Bil’s rating (out of 5): BBB.5
Original Title: Chinjeolhan Geumjassi
Alternate Title: Sympathy For Lady Vengeance
South Korea, 2005. CJ Entertainment, CJ Capital Investment, Centurion Investment, Ilshin Capital Investments, Korea Capital Investment, Samsung Venture Capital, TSJ Entertainment, Moho Film, TMS Entertainment, TMS Comics, CJ E&M Film Financing & Investment Entertainment & Comics, Stone Comics Entertainment. Screenplay by Seo-kyeong Jeong, Chan-wook Park, based on the comic by Myeong-chan Park. Cinematography by Chung-hoon Chung. Produced by J.J. Harris, Yeong-wook Jo, Beth Kono, Chun-yeong Lee, Tae-hun Lee. Music by Seung-Hyun Choi, Yeong-wook Jo. Production Design by Hwa-seong Jo. Costume Design by Sang-gyeong Jo. Film Editing by Jae-beom Kim, Sang-beom Kim. European Film Awards 2005. Venice Film Festival 2005.

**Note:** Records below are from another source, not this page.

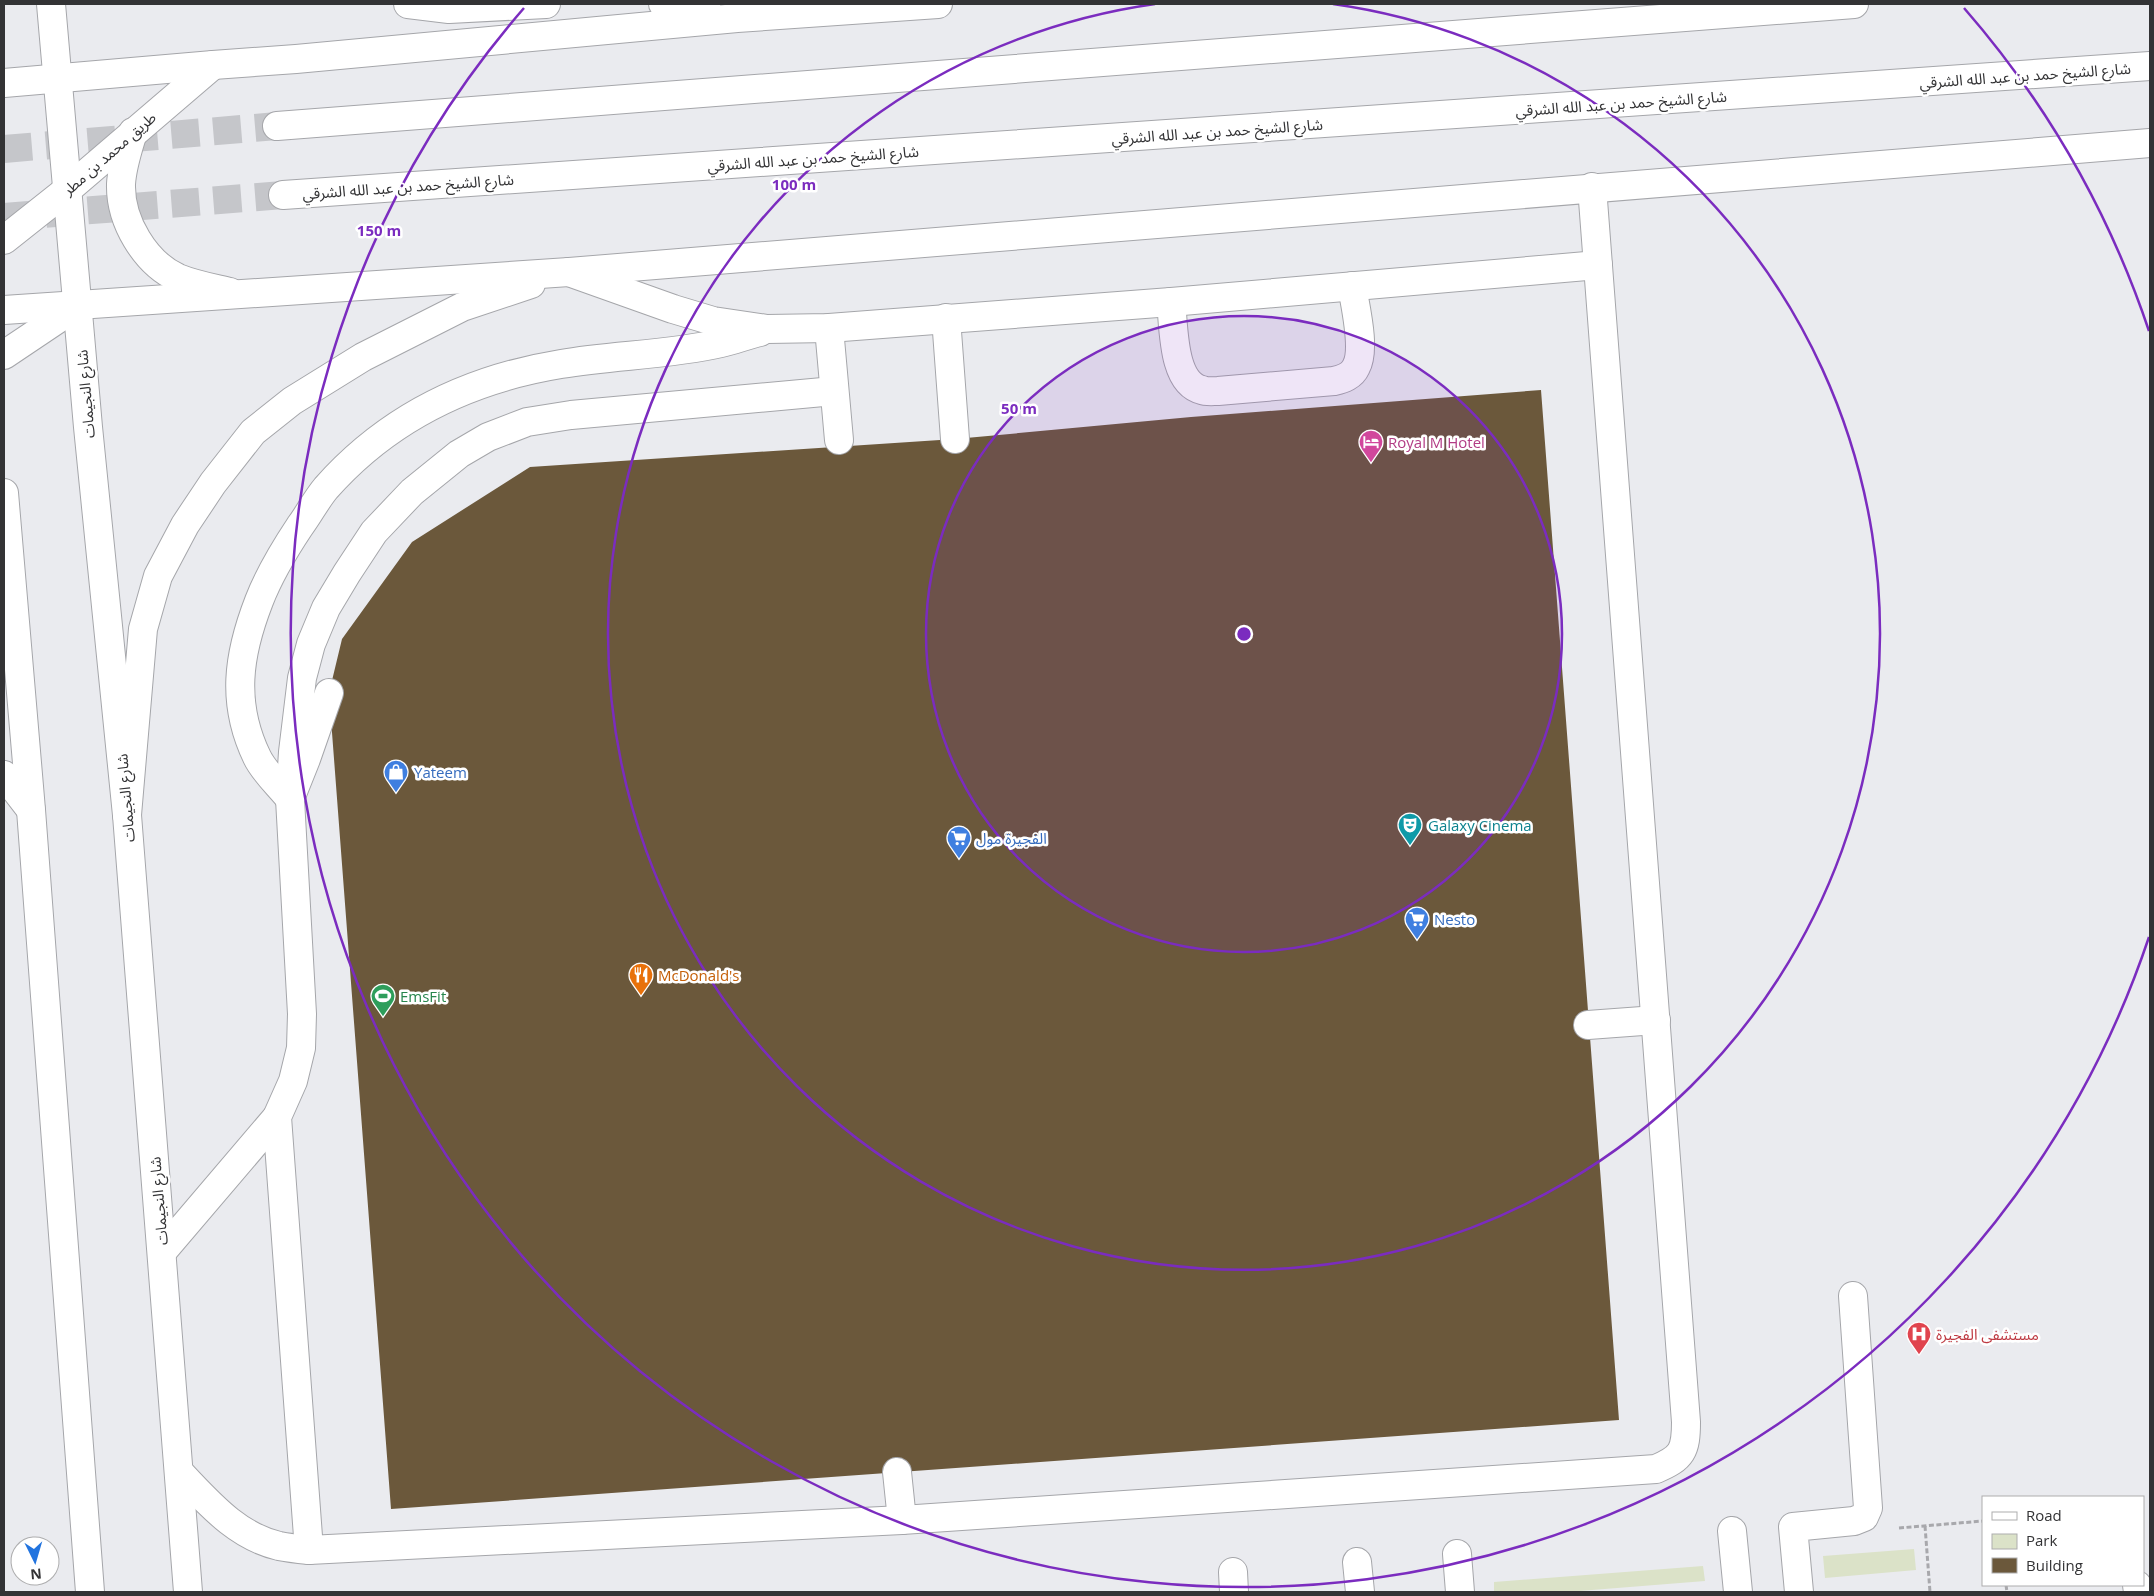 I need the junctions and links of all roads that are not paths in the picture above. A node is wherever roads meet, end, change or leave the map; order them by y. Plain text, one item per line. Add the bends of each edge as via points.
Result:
1 (51, 4) edge
2 (408, 4) edge
3 (546, 4) edge
4 (663, 4) edge
5 (938, 4) edge
6 (1854, 4) edge
7 (737, 18) junction
8 (213, 65) junction
9 (2150, 66) edge
10 (58, 78) junction
11 (4, 83) edge
12 (277, 126) tunnel mouth
13 (133, 132) junction
14 (2150, 143) edge
15 (1592, 187) junction
16 (67, 190) junction
17 (283, 195) tunnel mouth
18 (4, 240) edge
19 (1598, 265) junction
20 (569, 272) junction
21 (1352, 286) junction
22 (241, 294) junction
23 (1171, 302) junction
24 (78, 306) junction
25 (4, 310) edge
26 (946, 318) junction
27 (829, 328) junction
28 (767, 329) junction
29 (4, 355) edge
30 (834, 391) junction
31 (955, 439) dead end
32 (839, 440) dead end
33 (4, 493) edge
34 (329, 693) dead end
35 (4, 775) edge
36 (290, 799) junction
37 (32, 810) junction
38 (126, 815) junction
39 (1656, 1020) junction
40 (1588, 1025) dead end
41 (277, 1117) junction
42 (162, 1252) junction
43 (1853, 1296) dead end
44 (897, 1472) dead end
45 (180, 1473) junction
46 (902, 1520) junction
47 (1732, 1531) dead end
48 (309, 1550) junction
49 (1457, 1554) dead end
50 (1357, 1562) dead end
51 (90, 1592) edge
52 (188, 1592) edge
53 (1360, 1592) edge
54 (1460, 1592) edge
55 (1738, 1592) edge
56 (1799, 1592) edge

1 - 10 main road, شارع النجيمات
2 - 3 main road via 450,9
4 - 7 main road
5 - 7 main road
6 - 12 main road
7 - 8 main road
8 - 10 main road
8 - 13 main road, طريق محمد بن مطر
9 - 17 main road, شارع الشيخ حمد بن عبد الله الشرقي
10 - 11 main road
10 - 16 main road, شارع النجيمات
13 - 16 main road, طريق محمد بن مطر
13 - 22 main road via 121,186 131,229 143,248 158,265 177,277
14 - 15 main road
15 - 19 main road
15 - 20 main road
16 - 18 main road, طريق محمد بن مطر
16 - 24 main road, شارع النجيمات
19 - 21 main road
19 - 39 main road
20 - 22 main road
20 - 28 main road via 713,321
20 - 38 main road via 462,307 388,344 292,401 253,432 213,483 158,576 143,629
21 - 23 main road
21 - 23 main road via 1359,359 1356,368 1346,378 1324,382 1218,391 1202,390 1190,384 1178,362
22 - 24 main road
23 - 26 main road
24 - 25 main road
24 - 29 main road
24 - 38 main road, شارع النجيمات
26 - 27 main road
26 - 31 main road
27 - 28 main road
27 - 30 main road
28 - 36 main road via 721,343 561,364 502,376 458,392 403,421 352,462 325,490 290,541 265,584 246,634 240,675 242,713 257,758
30 - 32 main road
30 - 36 main road via 571,415 527,422 488,437 459,454 412,492 374,532 326,608 311,644 302,678
33 - 37 main road
34 - 36 main road
35 - 37 main road
36 - 41 main road via 301,1048 293,1081
37 - 51 main road
38 - 42 main road, شارع النجيمات
39 - 40 main road
39 - 46 main road via 1686,1422 1682,1452 1674,1462 1656,1469
41 - 42 main road
41 - 48 main road
42 - 45 main road, شارع النجيمات
43 - 56 main road via 1868,1508 1864,1517 1854,1521 1793,1527
44 - 46 main road
45 - 48 main road via 221,1516 247,1533 277,1546
45 - 52 main road, شارع النجيمات
46 - 48 main road
47 - 55 main road
49 - 54 main road
50 - 53 main road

The third film in Park Chan-wook’s “vengeance” trilogy is a deeply complicated and fascinating story that twists through its characters’ lives with surprises that explode like bombs. The story is cut up into jigsaw puzzle pieces that are assembled at random, focusing on the mysteriously beautiful Yeong-ae Lee, who is sent to prison for 13 years for the kidnapping and murder of a little boy. We learn early on that she did not commit the crime but we learn who did, which might explain why she spent the entirety of her prison sentence behaving like a model prisoner, tending to the ailments of her cellmates while dealing with the cruelty of the bully they are stuck living with. Once released, she fearlessly puts on her bright red eyeshadow and sets about getting the bad guy, working by day making beautiful cakes at a bakery while at night seeking the answers for what happened to the most important aspect of her past: she had a baby around the time she went to jail and must go as far as Australia to find her. When she finally catches up with the real criminal for whom she took the fall, she then discovers a much more horrifying truth than she originally knew, and decides to share her revenge with all else whose lives are affected by the news. Despite a jumbly narrative that never travels in a straight line, Park’s film is never confusing if you’re patient enough and allow yourself to enjoy its narrative spine resting on the power of Lee’s performance, she never raises her voice but emits a great deal of authority and charisma. There’s almost an overemphasis on aesthetic beauty happening here, though, as if Park doesn’t want you to notice that his story is sharper and more dynamic than it was in Sympathy For Mr. Vengeance but not as emotionally poignant, and at some point the colourful cinematography starts to feel like it is overcompensating for a lack of narrative depth; the Shirley Jackson-esque conclusion involving the moral conundrum of how to properly deal with a killer is creative and daring, but doesn’t have quite the same sense of a high price to pay that it did in the first film.